Collected data
--- START ---
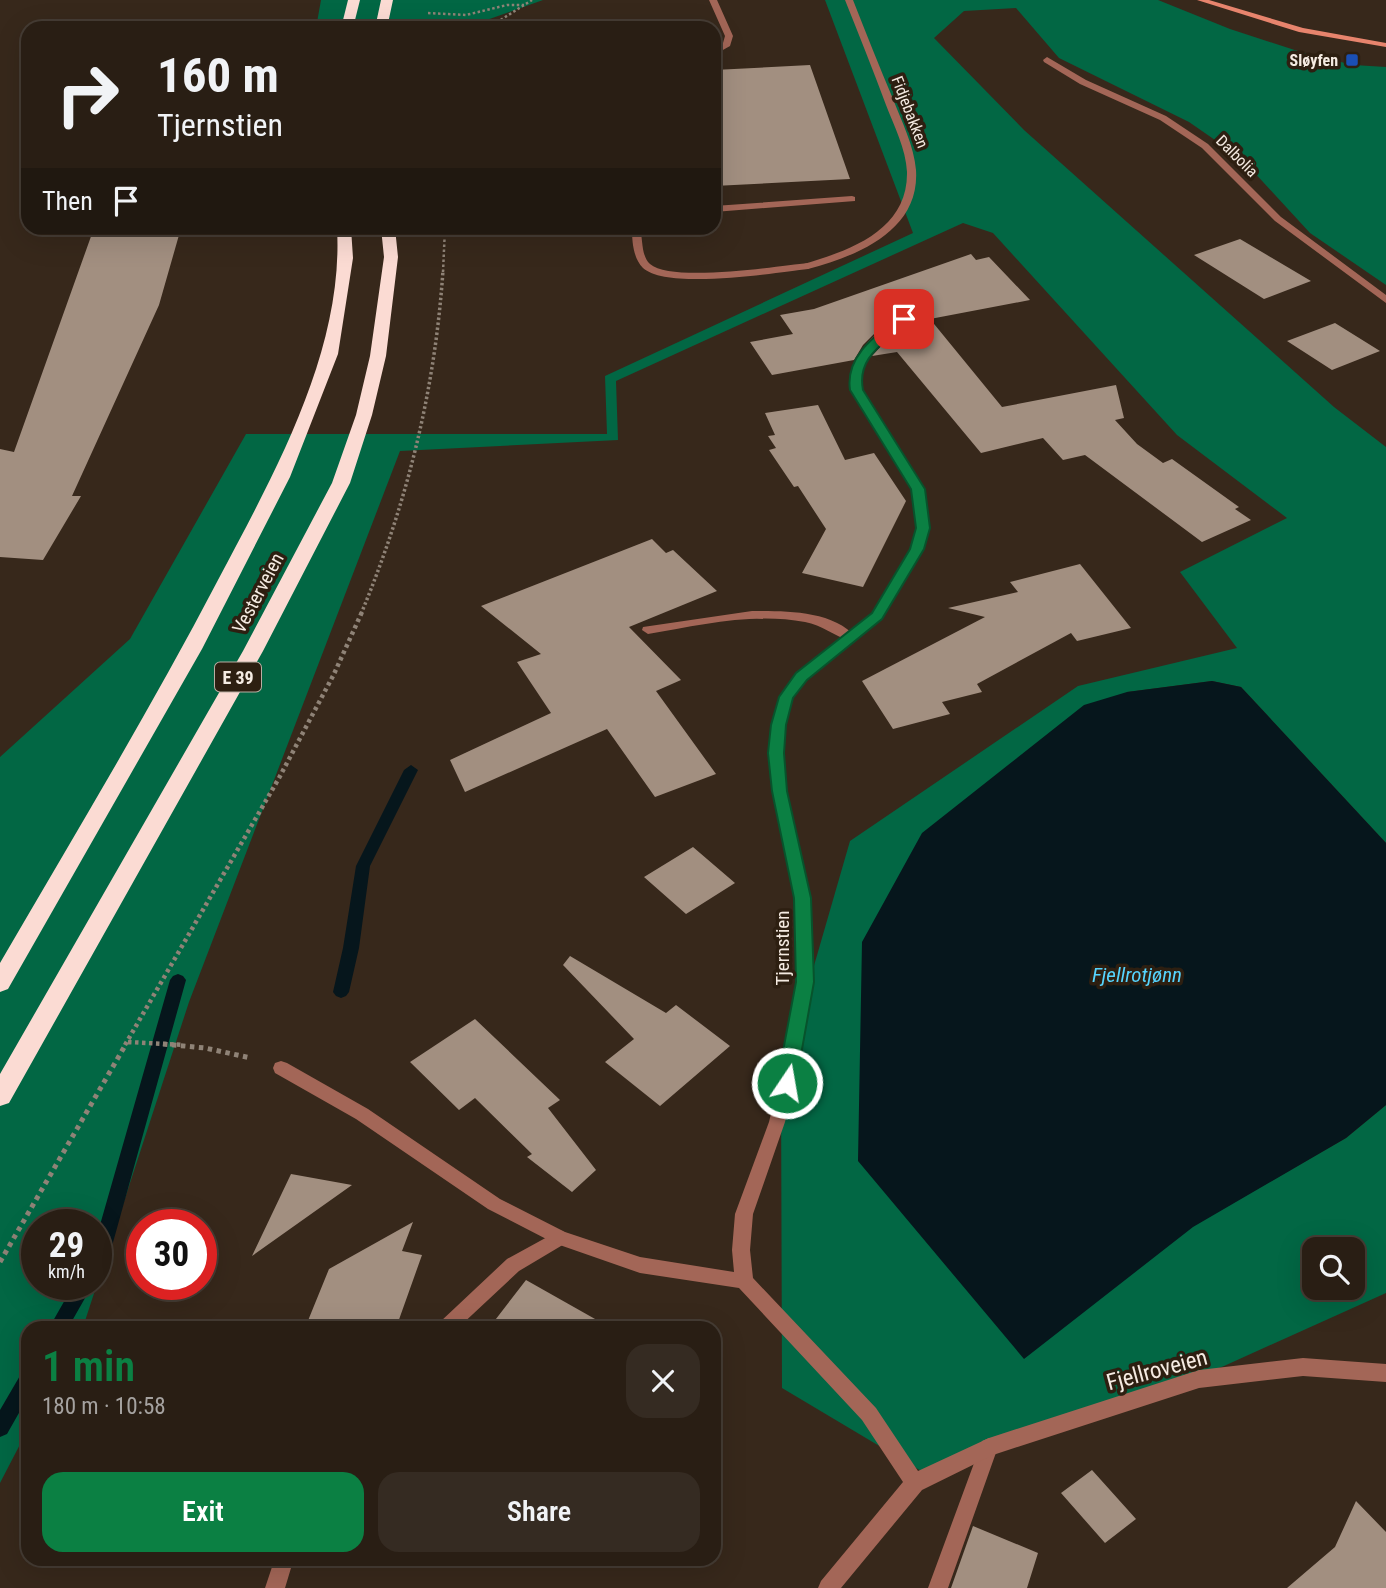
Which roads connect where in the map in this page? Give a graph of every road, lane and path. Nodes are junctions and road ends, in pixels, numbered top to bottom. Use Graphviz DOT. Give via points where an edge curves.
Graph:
graph roads {
  1 [pos="354,0"];
  2 [pos="387,0"];
  3 [pos="531,0"];
  4 [pos="713,0"];
  5 [pos="849,0"];
  6 [pos="1201,0"];
  7 [pos="524,5"];
  8 [pos="428,13"];
  9 [pos="349,21"];
  10 [pos="382,21"];
  11 [pos="499,21"];
  12 [pos="1386,45"];
  13 [pos="721,48"];
  14 [pos="1047,60"];
  15 [pos="852,199"];
  16 [pos="721,208"];
  17 [pos="344,235"];
  18 [pos="389,235"];
  19 [pos="444,235"];
  20 [pos="637,235"];
  21 [pos="1386,300"];
  22 [pos="904,319"];
  23 [pos="648,630"];
  24 [pos="850,637"];
  25 [pos="0,983"];
  26 [pos="128,1042"];
  27 [pos="282,1068"];
  28 [pos="0,1096"];
  29 [pos="560,1238"];
  30 [pos="0,1262"];
  31 [pos="744,1281"];
  32 [pos="453,1321"];
  33 [pos="1386,1373"];
  34 [pos="989,1447"];
  35 [pos="915,1483"];
  36 [pos="281,1568"];
  37 [pos="275,1588"];
  38 [pos="828,1588"];
  39 [pos="938,1588"];
  1 -- 9 [label="highway"];
  2 -- 10 [label="highway"];
  3 -- 7 [label="path"];
  4 -- 13 [label="street" via="729,36"];
  5 -- 20 [label="street, Fidjebakken" via="912,165 913,183 897,219 858,247 808,266 698,276 650,269 640,258"];
  6 -- 12 [label="street" via="1302,30"];
  7 -- 8 [label="path" via="509,4 460,16"];
  7 -- 11 [label="path"];
  14 -- 21 [label="street, Dalbolia" via="1083,82 1163,118 1205,146 1278,219"];
  15 -- 16 [label="street"];
  17 -- 25 [label="highway, Vesterveien / E 39" via="330,354 281,477 192,649"];
  18 -- 28 [label="highway, Vesterveien / E 39" via="391,257 378,356 341,484 253,651"];
  19 -- 26 [label="path" via="438,342 416,458 362,614 305,735"];
  22 -- 24 [label="street, Tjernstien" via="866,353 855,378 857,390 918,489 923,528 917,549 877,616"];
  23 -- 24 [label="street" via="715,619 776,616 836,626"];
  24 -- 31 [label="street, Tjernstien" via="801,677 786,697 779,725 779,791 803,898 805,982 777,1122 744,1214"];
  26 -- 27 [label="path" via="228,1052"];
  26 -- 30 [label="path"];
  27 -- 29 [label="street" via="362,1114 494,1204"];
  29 -- 31 [label="street" via="640,1265"];
  29 -- 32 [label="street" via="513,1265"];
  31 -- 35 [label="street" via="869,1414"];
  33 -- 34 [label="street, Fjellroveien" via="1303,1367 1199,1379"];
  34 -- 35 [label="street, Fjellroveien"];
  34 -- 39 [label="street"];
  35 -- 38 [label="street, Fjellroveien"];
  36 -- 37 [label="street"];
}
--- END ---
◆ Problem requirements ◆
From top to bottom, restate the records above exactly and omit every picture.

◆ Response to the task ◆
Which roads connect where in the map in this page? Give a graph of every road, lane and path. Nodes are junctions and road ends, in pixels, numbered top to bottom. Use Graphviz DOT. Give via points where an edge curves.
Graph:
graph roads {
  1 [pos="354,0"];
  2 [pos="387,0"];
  3 [pos="531,0"];
  4 [pos="713,0"];
  5 [pos="849,0"];
  6 [pos="1201,0"];
  7 [pos="524,5"];
  8 [pos="428,13"];
  9 [pos="349,21"];
  10 [pos="382,21"];
  11 [pos="499,21"];
  12 [pos="1386,45"];
  13 [pos="721,48"];
  14 [pos="1047,60"];
  15 [pos="852,199"];
  16 [pos="721,208"];
  17 [pos="344,235"];
  18 [pos="389,235"];
  19 [pos="444,235"];
  20 [pos="637,235"];
  21 [pos="1386,300"];
  22 [pos="904,319"];
  23 [pos="648,630"];
  24 [pos="850,637"];
  25 [pos="0,983"];
  26 [pos="128,1042"];
  27 [pos="282,1068"];
  28 [pos="0,1096"];
  29 [pos="560,1238"];
  30 [pos="0,1262"];
  31 [pos="744,1281"];
  32 [pos="453,1321"];
  33 [pos="1386,1373"];
  34 [pos="989,1447"];
  35 [pos="915,1483"];
  36 [pos="281,1568"];
  37 [pos="275,1588"];
  38 [pos="828,1588"];
  39 [pos="938,1588"];
  1 -- 9 [label="highway"];
  2 -- 10 [label="highway"];
  3 -- 7 [label="path"];
  4 -- 13 [label="street" via="729,36"];
  5 -- 20 [label="street, Fidjebakken" via="912,165 913,183 897,219 858,247 808,266 698,276 650,269 640,258"];
  6 -- 12 [label="street" via="1302,30"];
  7 -- 8 [label="path" via="509,4 460,16"];
  7 -- 11 [label="path"];
  14 -- 21 [label="street, Dalbolia" via="1083,82 1163,118 1205,146 1278,219"];
  15 -- 16 [label="street"];
  17 -- 25 [label="highway, Vesterveien / E 39" via="330,354 281,477 192,649"];
  18 -- 28 [label="highway, Vesterveien / E 39" via="391,257 378,356 341,484 253,651"];
  19 -- 26 [label="path" via="438,342 416,458 362,614 305,735"];
  22 -- 24 [label="street, Tjernstien" via="866,353 855,378 857,390 918,489 923,528 917,549 877,616"];
  23 -- 24 [label="street" via="715,619 776,616 836,626"];
  24 -- 31 [label="street, Tjernstien" via="801,677 786,697 779,725 779,791 803,898 805,982 777,1122 744,1214"];
  26 -- 27 [label="path" via="228,1052"];
  26 -- 30 [label="path"];
  27 -- 29 [label="street" via="362,1114 494,1204"];
  29 -- 31 [label="street" via="640,1265"];
  29 -- 32 [label="street" via="513,1265"];
  31 -- 35 [label="street" via="869,1414"];
  33 -- 34 [label="street, Fjellroveien" via="1303,1367 1199,1379"];
  34 -- 35 [label="street, Fjellroveien"];
  34 -- 39 [label="street"];
  35 -- 38 [label="street, Fjellroveien"];
  36 -- 37 [label="street"];
}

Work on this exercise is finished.